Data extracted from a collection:
_ _ _
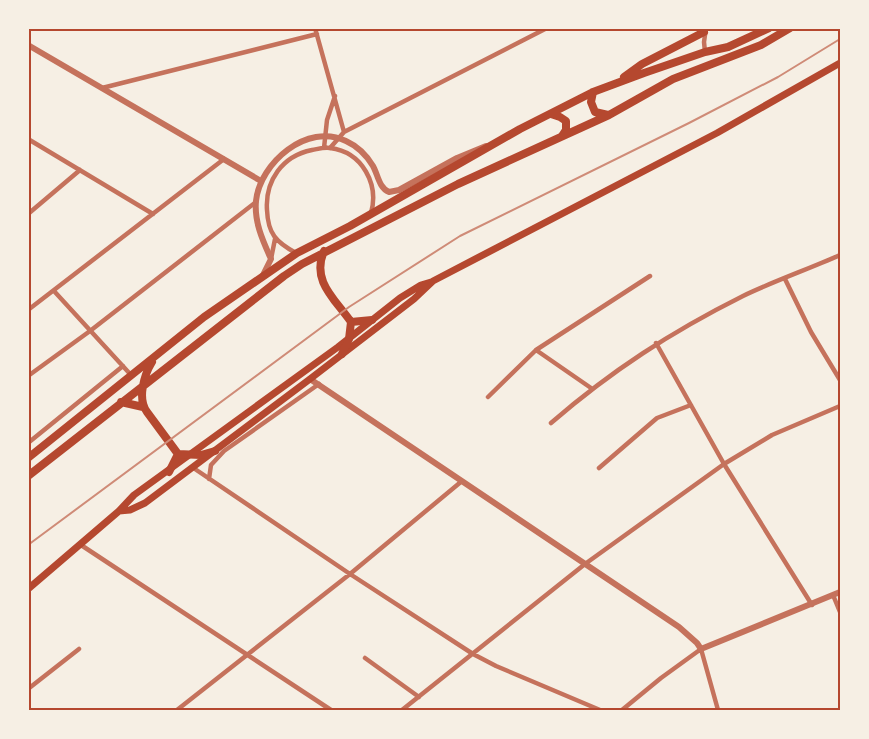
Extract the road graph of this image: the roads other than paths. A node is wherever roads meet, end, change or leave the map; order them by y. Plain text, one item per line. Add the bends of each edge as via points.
1 (547, 28) edge
2 (769, 28) edge
3 (790, 28) edge
4 (705, 30) edge
5 (316, 31) edge
6 (28, 45) edge
7 (705, 52) junction
8 (840, 63) edge
9 (614, 84) junction
10 (102, 88) junction
11 (593, 93) junction
12 (334, 96) junction
13 (551, 114) junction
14 (609, 115) junction
15 (344, 132) junction
16 (562, 136) junction
17 (325, 137) junction
18 (338, 138) junction
19 (28, 139) edge
20 (495, 143) junction
21 (330, 147) junction
22 (324, 148) junction
23 (224, 159) junction
24 (80, 170) junction
25 (261, 182) junction
26 (268, 185) junction
27 (256, 202) junction
28 (370, 213) junction
29 (28, 214) edge
30 (153, 214) junction
31 (275, 239) junction
32 (324, 251) junction
33 (297, 253) junction
34 (840, 255) edge
35 (271, 259) junction
36 (650, 276) dead end
37 (261, 277) junction
38 (785, 279) junction
39 (433, 281) junction
40 (54, 291) junction
41 (28, 310) edge
42 (372, 320) junction
43 (350, 322) junction
44 (90, 331) junction
45 (349, 339) junction
46 (656, 343) junction
47 (536, 350) junction
48 (158, 354) junction
49 (342, 354) junction
50 (123, 366) junction
51 (132, 375) junction
52 (28, 376) edge
53 (310, 379) junction
54 (840, 380) edge
55 (319, 384) junction
56 (143, 386) junction
57 (591, 388) junction
58 (488, 397) dead end
59 (122, 402) junction
60 (691, 405) junction
61 (840, 406) edge
62 (145, 409) junction
63 (551, 423) dead end
64 (28, 443) edge
65 (215, 451) junction
66 (177, 453) junction
67 (191, 455) junction
68 (28, 458) edge
69 (724, 464) junction
70 (192, 467) junction
71 (599, 468) dead end
72 (168, 471) junction
73 (28, 476) edge
74 (209, 478) junction
75 (462, 481) junction
76 (119, 512) junction
77 (81, 545) junction
78 (585, 564) junction
79 (350, 574) junction
80 (28, 589) edge
81 (840, 592) edge
82 (833, 595) junction
83 (812, 605) junction
84 (840, 612) edge
85 (79, 649) dead end
86 (701, 649) junction
87 (472, 654) junction
88 (249, 655) junction
89 (364, 658) dead end
90 (28, 689) edge
91 (419, 697) junction
92 (177, 711) edge
93 (332, 711) edge
94 (402, 711) edge
95 (600, 711) edge
96 (622, 711) edge
97 (718, 711) edge

1 - 15 street
2 - 7 main road via 738,44
3 - 14 main road via 761,45 681,76
4 - 7 street
4 - 9 main road
5 - 10 street
5 - 12 street
6 - 10 street
7 - 9 main road
8 - 39 main road via 717,133
9 - 11 main road
10 - 23 street
11 - 13 main road
11 - 14 main road via 595,112
12 - 15 street
12 - 17 street
13 - 16 main road via 566,121
13 - 20 main road
14 - 16 main road
15 - 18 street
16 - 32 main road
17 - 18 street
17 - 22 street
17 - 25 street via 311,138 290,148
18 - 20 street via 368,158 383,189 389,192 464,154
18 - 21 street
19 - 24 street
20 - 28 main road
21 - 22 street
21 - 28 street via 345,152 363,167 373,189
22 - 26 street via 292,157
23 - 25 street
23 - 30 street
24 - 29 street
24 - 30 street
25 - 26 street
25 - 27 street
26 - 31 street via 267,216
27 - 35 street via 258,224
27 - 44 street
28 - 33 main road
30 - 40 street
31 - 33 street
31 - 35 street
32 - 43 main road via 319,271
32 - 56 main road via 284,276
33 - 37 main road
34 - 38 street
35 - 37 street
36 - 47 street
37 - 48 main road
38 - 46 street
38 - 54 street
39 - 42 main road via 400,297
39 - 49 main road
40 - 41 street
40 - 44 street
42 - 43 main road
42 - 45 main road
43 - 45 main road
44 - 50 street
44 - 52 street
45 - 49 main road
45 - 67 main road
46 - 57 street
46 - 60 street
47 - 57 street
47 - 58 street
48 - 51 main road
48 - 56 main road
49 - 53 main road
50 - 51 street
50 - 64 street
51 - 68 main road
53 - 55 street
53 - 65 main road
55 - 74 street via 224,451 211,465
55 - 75 street
56 - 59 main road
56 - 62 main road
57 - 63 street
59 - 62 main road
59 - 73 main road
60 - 69 street
60 - 71 street via 657,418
61 - 69 street via 772,435
62 - 66 main road
65 - 67 main road
65 - 70 main road
66 - 67 main road
66 - 72 main road
67 - 72 main road
69 - 78 street
69 - 83 street
70 - 74 street
70 - 76 main road via 146,503
72 - 76 main road via 134,495
74 - 79 street
75 - 78 street
75 - 79 street
76 - 77 main road
77 - 80 main road
77 - 88 street
78 - 86 street via 679,627
78 - 87 street
79 - 87 street
79 - 88 street
81 - 82 street
82 - 83 street
82 - 84 street
83 - 86 street
85 - 90 street
86 - 96 street
86 - 97 street
87 - 91 street
87 - 95 street
88 - 92 street
88 - 93 street
89 - 91 street
91 - 94 street

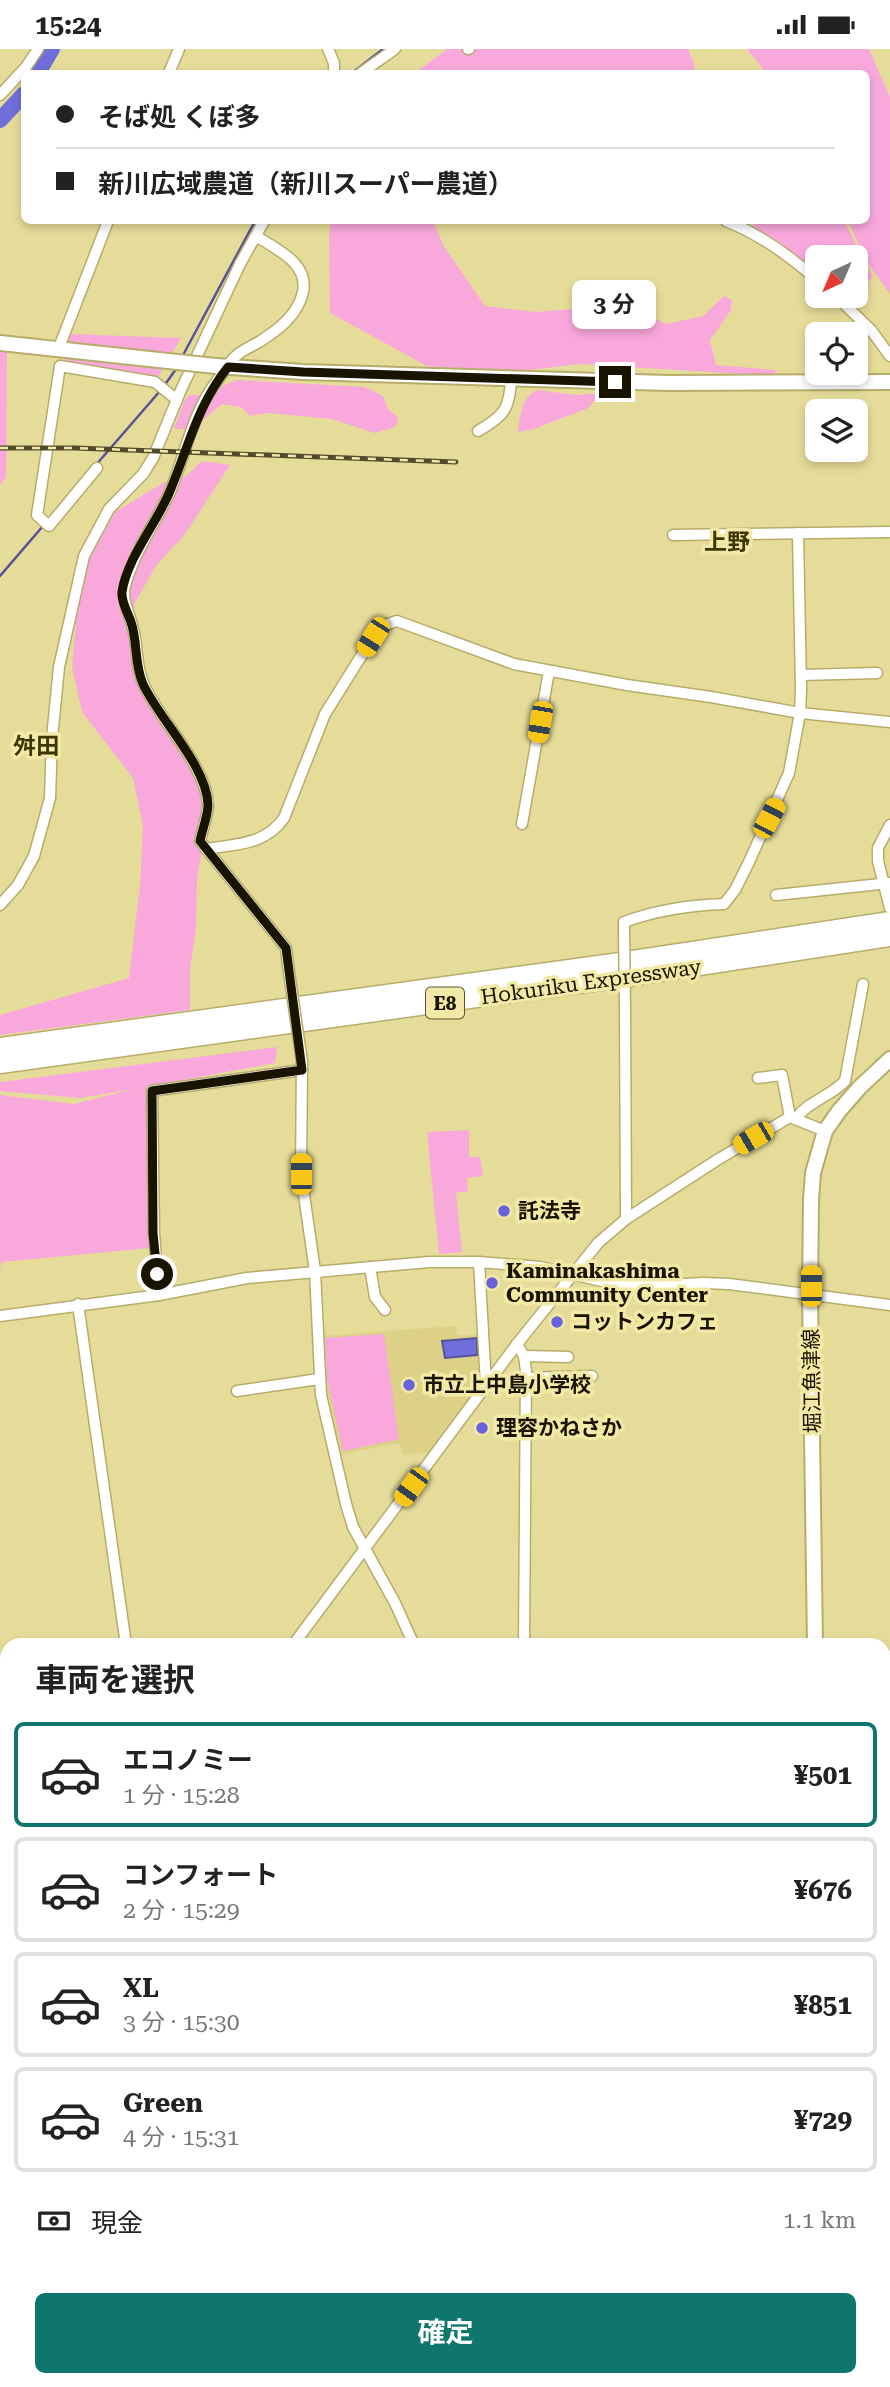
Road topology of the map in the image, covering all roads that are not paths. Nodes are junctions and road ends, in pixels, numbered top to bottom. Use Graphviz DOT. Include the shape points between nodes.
graph roads {
  1 [pos="38,49"];
  2 [pos="178,49"];
  3 [pos="328,49"];
  4 [pos="395,49"];
  5 [pos="23,70"];
  6 [pos="170,70"];
  7 [pos="334,70"];
  8 [pos="365,70"];
  9 [pos="21,72"];
  10 [pos="0,95"];
  11 [pos="107,224"];
  12 [pos="262,224"];
  13 [pos="734,224"];
  14 [pos="256,236"];
  15 [pos="805,269"];
  16 [pos="848,308"];
  17 [pos="0,343"];
  18 [pos="58,350"];
  19 [pos="890,356"];
  20 [pos="222,366"];
  21 [pos="510,378"];
  22 [pos="890,382"];
  23 [pos="177,400"];
  24 [pos="478,431"];
  25 [pos="97,468"];
  26 [pos="890,532"];
  27 [pos="798,533"];
  28 [pos="673,535"];
  29 [pos="549,671"];
  30 [pos="877,673"];
  31 [pos="801,675"];
  32 [pos="800,713"];
  33 [pos="890,722"];
  34 [pos="523,824"];
  35 [pos="890,825"];
  36 [pos="206,849"];
  37 [pos="886,885"];
  38 [pos="776,895"];
  39 [pos="0,905"];
  40 [pos="890,908"];
  41 [pos="890,921"];
  42 [pos="890,937"];
  43 [pos="863,984"];
  44 [pos="0,1047"];
  45 [pos="890,1059"];
  46 [pos="0,1064"];
  47 [pos="302,1066"];
  48 [pos="758,1078"];
  49 [pos="793,1117"];
  50 [pos="825,1131"];
  51 [pos="626,1219"];
  52 [pos="479,1262"];
  53 [pos="370,1267"];
  54 [pos="314,1272"];
  55 [pos="572,1273"];
  56 [pos="159,1295"];
  57 [pos="810,1295"];
  58 [pos="78,1304"];
  59 [pos="890,1305"];
  60 [pos="385,1310"];
  61 [pos="0,1315"];
  62 [pos="517,1343"];
  63 [pos="524,1356"];
  64 [pos="568,1357"];
  65 [pos="592,1376"];
  66 [pos="526,1378"];
  67 [pos="319,1379"];
  68 [pos="486,1384"];
  69 [pos="237,1391"];
  70 [pos="365,1551"];
  71 [pos="125,1638"];
  72 [pos="298,1638"];
  73 [pos="411,1638"];
  74 [pos="524,1638"];
  75 [pos="815,1638"];
  1 -- 5 [label="street"];
  2 -- 6 [label="street"];
  3 -- 7 [label="street"];
  4 -- 8 [label="street"];
  9 -- 10 [label="street"];
  11 -- 18 [label="street"];
  12 -- 14 [label="street"];
  13 -- 15 [label="street"];
  14 -- 20 [label="street" via="295,262 302,273 303,292 287,321"];
  14 -- 23 [label="street"];
  16 -- 19 [label="street"];
  17 -- 18 [label="street"];
  18 -- 20 [label="street, bridge"];
  20 -- 21 [label="street"];
  20 -- 36 [label="street" via="170,493 132,564 122,597 142,682 187,751 204,789 208,806 200,841"];
  21 -- 22 [label="street"];
  21 -- 24 [label="street" via="505,412"];
  23 -- 25 [label="street" via="158,384 60,366 37,515 45,522"];
  23 -- 39 [label="street" via="153,458 109,509 84,556 59,667 50,798 34,856"];
  26 -- 27 [label="street"];
  27 -- 28 [label="street"];
  27 -- 31 [label="street"];
  29 -- 32 [label="street"];
  29 -- 34 [label="street"];
  29 -- 36 [label="street" via="514,664 397,621 385,625 325,714 275,831 260,840"];
  30 -- 31 [label="street"];
  31 -- 32 [label="street"];
  32 -- 33 [label="street"];
  32 -- 51 [label="street, bridge" via="779,800 724,904 688,905 624,922"];
  35 -- 37 [label="street" via="878,848"];
  36 -- 47 [label="street, bridge" via="286,948"];
  37 -- 38 [label="street"];
  37 -- 40 [label="street"];
  41 -- 44 [label="highway, Hokuriku Expressway / E8"];
  42 -- 46 [label="highway, Hokuriku Expressway / E8"];
  43 -- 49 [label="street" via="845,1080"];
  45 -- 50 [label="street, 堀江魚津線" via="860,1087"];
  47 -- 54 [label="street" via="301,1174"];
  47 -- 56 [label="street" via="152,1091 153,1233"];
  48 -- 49 [label="street" via="782,1075"];
  49 -- 50 [label="street"];
  49 -- 51 [label="street"];
  50 -- 57 [label="street, 堀江魚津線" via="813,1173"];
  51 -- 55 [label="street"];
  52 -- 53 [label="street"];
  52 -- 55 [label="street"];
  52 -- 68 [label="street"];
  53 -- 54 [label="street"];
  53 -- 60 [label="street" via="374,1297"];
  54 -- 56 [label="street" via="247,1278"];
  54 -- 67 [label="street"];
  55 -- 57 [label="street" via="611,1283 729,1284"];
  55 -- 62 [label="street"];
  56 -- 58 [label="street"];
  57 -- 59 [label="street"];
  57 -- 75 [label="street, 堀江魚津線"];
  58 -- 61 [label="street"];
  58 -- 71 [label="street"];
  62 -- 63 [label="street"];
  62 -- 68 [label="street"];
  63 -- 64 [label="street"];
  63 -- 66 [label="street"];
  65 -- 66 [label="street"];
  66 -- 74 [label="street"];
  67 -- 69 [label="street"];
  67 -- 70 [label="street" via="346,1504"];
  68 -- 70 [label="street"];
  70 -- 72 [label="street"];
  70 -- 73 [label="street"];
}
_ _ _
Go through the data line by line and say how many lines contain "Hokuriku". Give the number alone.

Task solution:
2